*Data for processing:*

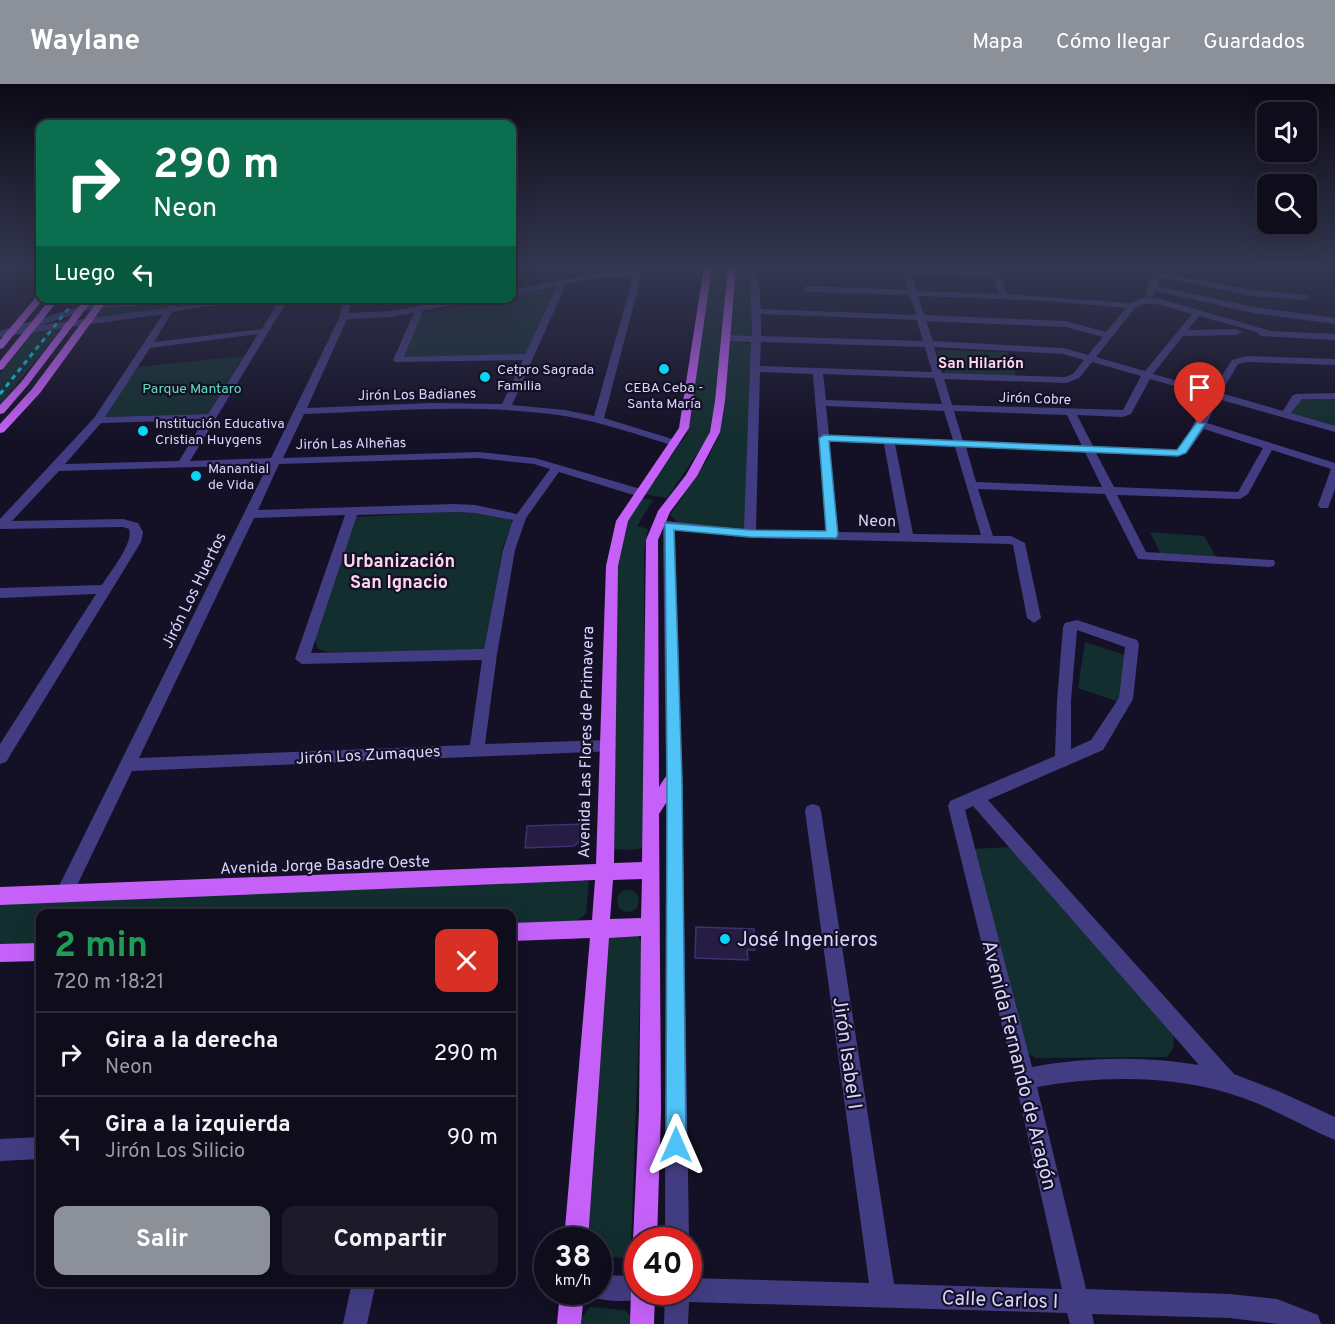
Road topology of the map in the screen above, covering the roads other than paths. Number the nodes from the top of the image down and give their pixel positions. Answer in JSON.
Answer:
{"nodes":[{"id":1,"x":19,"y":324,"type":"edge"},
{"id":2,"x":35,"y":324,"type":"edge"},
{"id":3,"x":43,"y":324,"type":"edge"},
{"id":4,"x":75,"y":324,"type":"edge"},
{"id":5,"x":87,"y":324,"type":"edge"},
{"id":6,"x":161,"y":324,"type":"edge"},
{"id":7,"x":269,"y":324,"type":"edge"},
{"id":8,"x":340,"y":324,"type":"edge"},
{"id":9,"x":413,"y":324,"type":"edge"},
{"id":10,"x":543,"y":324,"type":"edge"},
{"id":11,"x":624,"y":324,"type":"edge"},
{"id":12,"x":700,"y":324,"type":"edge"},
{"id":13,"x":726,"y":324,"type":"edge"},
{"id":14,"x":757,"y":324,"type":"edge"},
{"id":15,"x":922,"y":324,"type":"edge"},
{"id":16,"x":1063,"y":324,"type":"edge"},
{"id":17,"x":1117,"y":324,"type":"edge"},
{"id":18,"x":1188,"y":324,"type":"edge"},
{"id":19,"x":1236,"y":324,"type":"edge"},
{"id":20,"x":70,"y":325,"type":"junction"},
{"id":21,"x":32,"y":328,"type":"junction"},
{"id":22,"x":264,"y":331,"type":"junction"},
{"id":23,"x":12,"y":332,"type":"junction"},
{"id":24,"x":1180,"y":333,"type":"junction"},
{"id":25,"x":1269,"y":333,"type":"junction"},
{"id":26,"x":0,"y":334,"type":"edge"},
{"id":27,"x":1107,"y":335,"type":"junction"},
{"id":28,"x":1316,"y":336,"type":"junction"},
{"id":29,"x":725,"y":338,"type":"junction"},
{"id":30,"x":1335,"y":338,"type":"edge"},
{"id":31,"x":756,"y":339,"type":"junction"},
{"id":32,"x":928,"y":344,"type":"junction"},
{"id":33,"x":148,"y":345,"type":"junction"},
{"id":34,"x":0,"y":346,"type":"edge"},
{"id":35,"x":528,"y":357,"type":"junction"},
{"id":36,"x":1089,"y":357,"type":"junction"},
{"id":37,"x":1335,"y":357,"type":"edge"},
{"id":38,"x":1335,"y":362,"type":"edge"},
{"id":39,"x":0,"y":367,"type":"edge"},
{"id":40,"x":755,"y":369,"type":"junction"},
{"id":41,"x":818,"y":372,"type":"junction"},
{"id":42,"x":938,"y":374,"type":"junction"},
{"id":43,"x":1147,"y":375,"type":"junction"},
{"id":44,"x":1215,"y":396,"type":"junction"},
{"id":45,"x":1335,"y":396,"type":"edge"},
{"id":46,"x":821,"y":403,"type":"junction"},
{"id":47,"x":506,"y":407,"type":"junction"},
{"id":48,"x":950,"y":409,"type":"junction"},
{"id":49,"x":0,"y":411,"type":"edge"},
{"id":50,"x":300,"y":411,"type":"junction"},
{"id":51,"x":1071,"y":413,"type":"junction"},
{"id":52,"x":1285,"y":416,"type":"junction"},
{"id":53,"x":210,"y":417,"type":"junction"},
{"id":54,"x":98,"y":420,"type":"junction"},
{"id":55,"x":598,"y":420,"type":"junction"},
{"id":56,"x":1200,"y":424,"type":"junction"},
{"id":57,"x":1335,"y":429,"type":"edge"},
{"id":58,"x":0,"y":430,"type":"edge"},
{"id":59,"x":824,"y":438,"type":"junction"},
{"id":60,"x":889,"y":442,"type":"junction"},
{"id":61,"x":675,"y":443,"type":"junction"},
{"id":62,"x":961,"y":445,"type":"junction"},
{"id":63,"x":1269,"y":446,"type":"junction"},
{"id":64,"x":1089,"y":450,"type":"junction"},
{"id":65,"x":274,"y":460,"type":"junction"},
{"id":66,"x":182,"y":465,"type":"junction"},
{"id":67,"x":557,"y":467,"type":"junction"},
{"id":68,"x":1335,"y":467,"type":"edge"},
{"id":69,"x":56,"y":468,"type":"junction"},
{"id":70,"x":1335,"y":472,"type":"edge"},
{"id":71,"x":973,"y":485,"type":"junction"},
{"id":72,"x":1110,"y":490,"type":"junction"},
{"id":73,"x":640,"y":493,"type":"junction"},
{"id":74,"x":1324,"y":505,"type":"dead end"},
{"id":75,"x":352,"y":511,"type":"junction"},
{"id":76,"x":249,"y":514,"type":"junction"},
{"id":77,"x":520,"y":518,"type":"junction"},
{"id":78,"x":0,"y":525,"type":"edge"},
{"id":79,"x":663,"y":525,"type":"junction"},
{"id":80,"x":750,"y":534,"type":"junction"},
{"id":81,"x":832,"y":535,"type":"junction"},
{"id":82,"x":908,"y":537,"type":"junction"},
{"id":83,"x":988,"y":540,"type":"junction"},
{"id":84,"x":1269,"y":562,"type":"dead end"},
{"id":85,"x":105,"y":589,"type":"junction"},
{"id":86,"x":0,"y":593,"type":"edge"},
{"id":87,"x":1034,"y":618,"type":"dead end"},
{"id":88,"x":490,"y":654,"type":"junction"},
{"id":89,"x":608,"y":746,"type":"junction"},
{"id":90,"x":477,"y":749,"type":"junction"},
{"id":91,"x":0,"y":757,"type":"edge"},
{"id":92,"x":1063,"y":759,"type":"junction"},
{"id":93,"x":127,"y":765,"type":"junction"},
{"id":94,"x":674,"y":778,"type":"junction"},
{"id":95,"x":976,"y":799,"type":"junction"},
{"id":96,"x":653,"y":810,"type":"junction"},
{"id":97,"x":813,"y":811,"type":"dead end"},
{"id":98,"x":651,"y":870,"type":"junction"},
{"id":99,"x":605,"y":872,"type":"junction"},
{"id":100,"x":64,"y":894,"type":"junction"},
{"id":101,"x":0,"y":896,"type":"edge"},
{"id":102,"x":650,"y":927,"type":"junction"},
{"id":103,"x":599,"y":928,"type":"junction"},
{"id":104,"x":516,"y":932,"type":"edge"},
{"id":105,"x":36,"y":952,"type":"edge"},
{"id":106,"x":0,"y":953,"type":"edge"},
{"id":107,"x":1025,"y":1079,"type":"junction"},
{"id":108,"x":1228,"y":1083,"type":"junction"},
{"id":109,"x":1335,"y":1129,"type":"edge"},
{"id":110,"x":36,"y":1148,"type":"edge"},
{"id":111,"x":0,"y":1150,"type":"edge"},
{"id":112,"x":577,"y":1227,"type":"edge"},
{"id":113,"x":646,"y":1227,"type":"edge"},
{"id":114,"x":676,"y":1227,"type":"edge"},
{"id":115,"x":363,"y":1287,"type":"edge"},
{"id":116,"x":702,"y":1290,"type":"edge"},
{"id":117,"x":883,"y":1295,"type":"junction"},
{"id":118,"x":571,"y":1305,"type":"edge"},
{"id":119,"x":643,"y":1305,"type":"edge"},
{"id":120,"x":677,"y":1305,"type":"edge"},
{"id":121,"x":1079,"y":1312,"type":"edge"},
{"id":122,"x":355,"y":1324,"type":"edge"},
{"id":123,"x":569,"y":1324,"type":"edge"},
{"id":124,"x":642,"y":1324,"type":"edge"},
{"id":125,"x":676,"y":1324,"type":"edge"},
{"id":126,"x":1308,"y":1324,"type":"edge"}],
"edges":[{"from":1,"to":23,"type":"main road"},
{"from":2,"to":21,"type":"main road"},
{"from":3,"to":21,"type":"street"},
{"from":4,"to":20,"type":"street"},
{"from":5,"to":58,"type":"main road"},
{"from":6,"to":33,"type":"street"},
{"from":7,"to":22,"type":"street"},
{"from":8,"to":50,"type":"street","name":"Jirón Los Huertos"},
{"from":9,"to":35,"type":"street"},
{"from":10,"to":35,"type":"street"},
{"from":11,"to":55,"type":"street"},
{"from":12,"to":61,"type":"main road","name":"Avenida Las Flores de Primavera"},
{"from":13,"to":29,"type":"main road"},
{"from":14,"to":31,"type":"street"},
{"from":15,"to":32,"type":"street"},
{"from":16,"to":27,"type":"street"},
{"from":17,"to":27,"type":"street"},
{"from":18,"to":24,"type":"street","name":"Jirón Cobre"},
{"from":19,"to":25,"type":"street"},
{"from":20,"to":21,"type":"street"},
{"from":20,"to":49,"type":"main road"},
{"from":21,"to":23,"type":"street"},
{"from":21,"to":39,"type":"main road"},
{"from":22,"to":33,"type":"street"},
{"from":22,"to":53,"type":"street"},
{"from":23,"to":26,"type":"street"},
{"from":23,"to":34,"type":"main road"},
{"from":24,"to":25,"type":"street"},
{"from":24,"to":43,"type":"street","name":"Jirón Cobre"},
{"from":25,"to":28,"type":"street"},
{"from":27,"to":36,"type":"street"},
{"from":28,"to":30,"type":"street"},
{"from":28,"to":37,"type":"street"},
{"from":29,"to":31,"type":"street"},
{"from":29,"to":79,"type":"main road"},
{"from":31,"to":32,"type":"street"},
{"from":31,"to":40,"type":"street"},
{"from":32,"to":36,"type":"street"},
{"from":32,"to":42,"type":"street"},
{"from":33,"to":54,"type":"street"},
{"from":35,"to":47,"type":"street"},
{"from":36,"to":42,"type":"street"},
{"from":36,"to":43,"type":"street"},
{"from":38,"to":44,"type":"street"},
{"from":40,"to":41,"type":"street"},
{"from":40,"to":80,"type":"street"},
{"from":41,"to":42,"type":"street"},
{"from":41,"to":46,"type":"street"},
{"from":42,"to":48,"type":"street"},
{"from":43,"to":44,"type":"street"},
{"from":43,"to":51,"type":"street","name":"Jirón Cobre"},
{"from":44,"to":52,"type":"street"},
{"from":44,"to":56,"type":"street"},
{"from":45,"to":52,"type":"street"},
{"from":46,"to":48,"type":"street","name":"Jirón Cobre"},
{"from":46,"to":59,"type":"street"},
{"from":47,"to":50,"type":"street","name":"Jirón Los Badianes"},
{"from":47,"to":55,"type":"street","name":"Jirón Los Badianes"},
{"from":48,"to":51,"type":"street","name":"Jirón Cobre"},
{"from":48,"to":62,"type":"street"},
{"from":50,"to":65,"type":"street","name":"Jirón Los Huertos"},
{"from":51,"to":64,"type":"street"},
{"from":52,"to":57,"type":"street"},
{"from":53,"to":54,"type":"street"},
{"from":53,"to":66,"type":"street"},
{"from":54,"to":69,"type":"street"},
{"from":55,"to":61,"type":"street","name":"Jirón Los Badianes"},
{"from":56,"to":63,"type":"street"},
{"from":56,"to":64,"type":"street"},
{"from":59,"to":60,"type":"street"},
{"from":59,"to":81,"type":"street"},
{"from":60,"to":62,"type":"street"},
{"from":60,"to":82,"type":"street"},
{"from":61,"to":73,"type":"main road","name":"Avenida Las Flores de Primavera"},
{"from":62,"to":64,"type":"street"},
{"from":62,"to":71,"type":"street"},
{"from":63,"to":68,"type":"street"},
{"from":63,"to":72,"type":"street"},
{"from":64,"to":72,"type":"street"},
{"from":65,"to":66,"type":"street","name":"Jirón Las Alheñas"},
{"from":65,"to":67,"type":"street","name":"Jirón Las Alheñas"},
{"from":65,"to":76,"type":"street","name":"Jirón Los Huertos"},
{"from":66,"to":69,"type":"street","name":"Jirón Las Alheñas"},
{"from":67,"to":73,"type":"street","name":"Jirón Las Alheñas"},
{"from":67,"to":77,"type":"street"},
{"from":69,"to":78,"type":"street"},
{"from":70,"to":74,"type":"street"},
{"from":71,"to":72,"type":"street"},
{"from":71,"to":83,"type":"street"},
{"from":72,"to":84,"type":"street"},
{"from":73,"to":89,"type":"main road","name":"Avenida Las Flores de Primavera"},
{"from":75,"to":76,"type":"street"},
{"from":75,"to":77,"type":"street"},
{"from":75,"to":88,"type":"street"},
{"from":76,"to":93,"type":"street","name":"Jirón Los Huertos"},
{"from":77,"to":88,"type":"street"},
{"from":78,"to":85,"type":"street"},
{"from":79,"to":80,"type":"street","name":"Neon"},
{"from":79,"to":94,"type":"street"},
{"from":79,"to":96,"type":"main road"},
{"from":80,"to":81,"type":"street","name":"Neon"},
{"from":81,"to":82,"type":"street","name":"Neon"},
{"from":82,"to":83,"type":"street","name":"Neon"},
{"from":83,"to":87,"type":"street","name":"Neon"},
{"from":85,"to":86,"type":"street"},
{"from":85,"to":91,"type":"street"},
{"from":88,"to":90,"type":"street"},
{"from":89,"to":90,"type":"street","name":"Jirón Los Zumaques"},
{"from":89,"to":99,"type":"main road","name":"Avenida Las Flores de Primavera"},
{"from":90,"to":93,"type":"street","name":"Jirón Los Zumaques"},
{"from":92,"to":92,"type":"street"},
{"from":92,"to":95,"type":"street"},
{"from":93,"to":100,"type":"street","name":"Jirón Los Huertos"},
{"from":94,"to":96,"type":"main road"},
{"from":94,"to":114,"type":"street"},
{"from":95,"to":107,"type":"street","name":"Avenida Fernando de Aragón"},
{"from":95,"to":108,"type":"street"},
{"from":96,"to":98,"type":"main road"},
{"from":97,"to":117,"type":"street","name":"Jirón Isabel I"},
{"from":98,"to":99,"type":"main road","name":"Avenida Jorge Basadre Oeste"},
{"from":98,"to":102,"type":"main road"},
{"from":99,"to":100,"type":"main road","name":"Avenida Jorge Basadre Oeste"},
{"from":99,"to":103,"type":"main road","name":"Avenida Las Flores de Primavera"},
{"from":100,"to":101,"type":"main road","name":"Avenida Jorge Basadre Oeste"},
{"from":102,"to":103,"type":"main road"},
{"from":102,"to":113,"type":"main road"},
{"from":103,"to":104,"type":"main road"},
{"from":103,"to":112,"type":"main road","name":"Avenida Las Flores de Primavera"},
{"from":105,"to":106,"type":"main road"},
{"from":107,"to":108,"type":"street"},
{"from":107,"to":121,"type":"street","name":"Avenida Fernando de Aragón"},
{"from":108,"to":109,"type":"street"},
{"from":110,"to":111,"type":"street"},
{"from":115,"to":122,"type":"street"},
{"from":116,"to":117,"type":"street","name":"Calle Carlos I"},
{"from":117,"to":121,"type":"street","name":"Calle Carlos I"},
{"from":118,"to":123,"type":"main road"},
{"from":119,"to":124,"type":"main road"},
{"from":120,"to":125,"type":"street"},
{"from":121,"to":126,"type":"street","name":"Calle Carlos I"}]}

--

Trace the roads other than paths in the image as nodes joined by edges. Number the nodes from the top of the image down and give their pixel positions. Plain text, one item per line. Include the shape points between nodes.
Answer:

*Instructions for the task:* A line belongs in the answer if it contains the word "other"; please copy each such line from the material.

*Expected answer:*
Road topology of the map in the screen above, covering the roads other than paths. Number the nodes from the top of the image down and give their pixel positions. Answer in JSON.
Trace the roads other than paths in the image as nodes joined by edges. Number the nodes from the top of the image down and give their pixel positions. Plain text, one item per line. Include the shape points between nodes.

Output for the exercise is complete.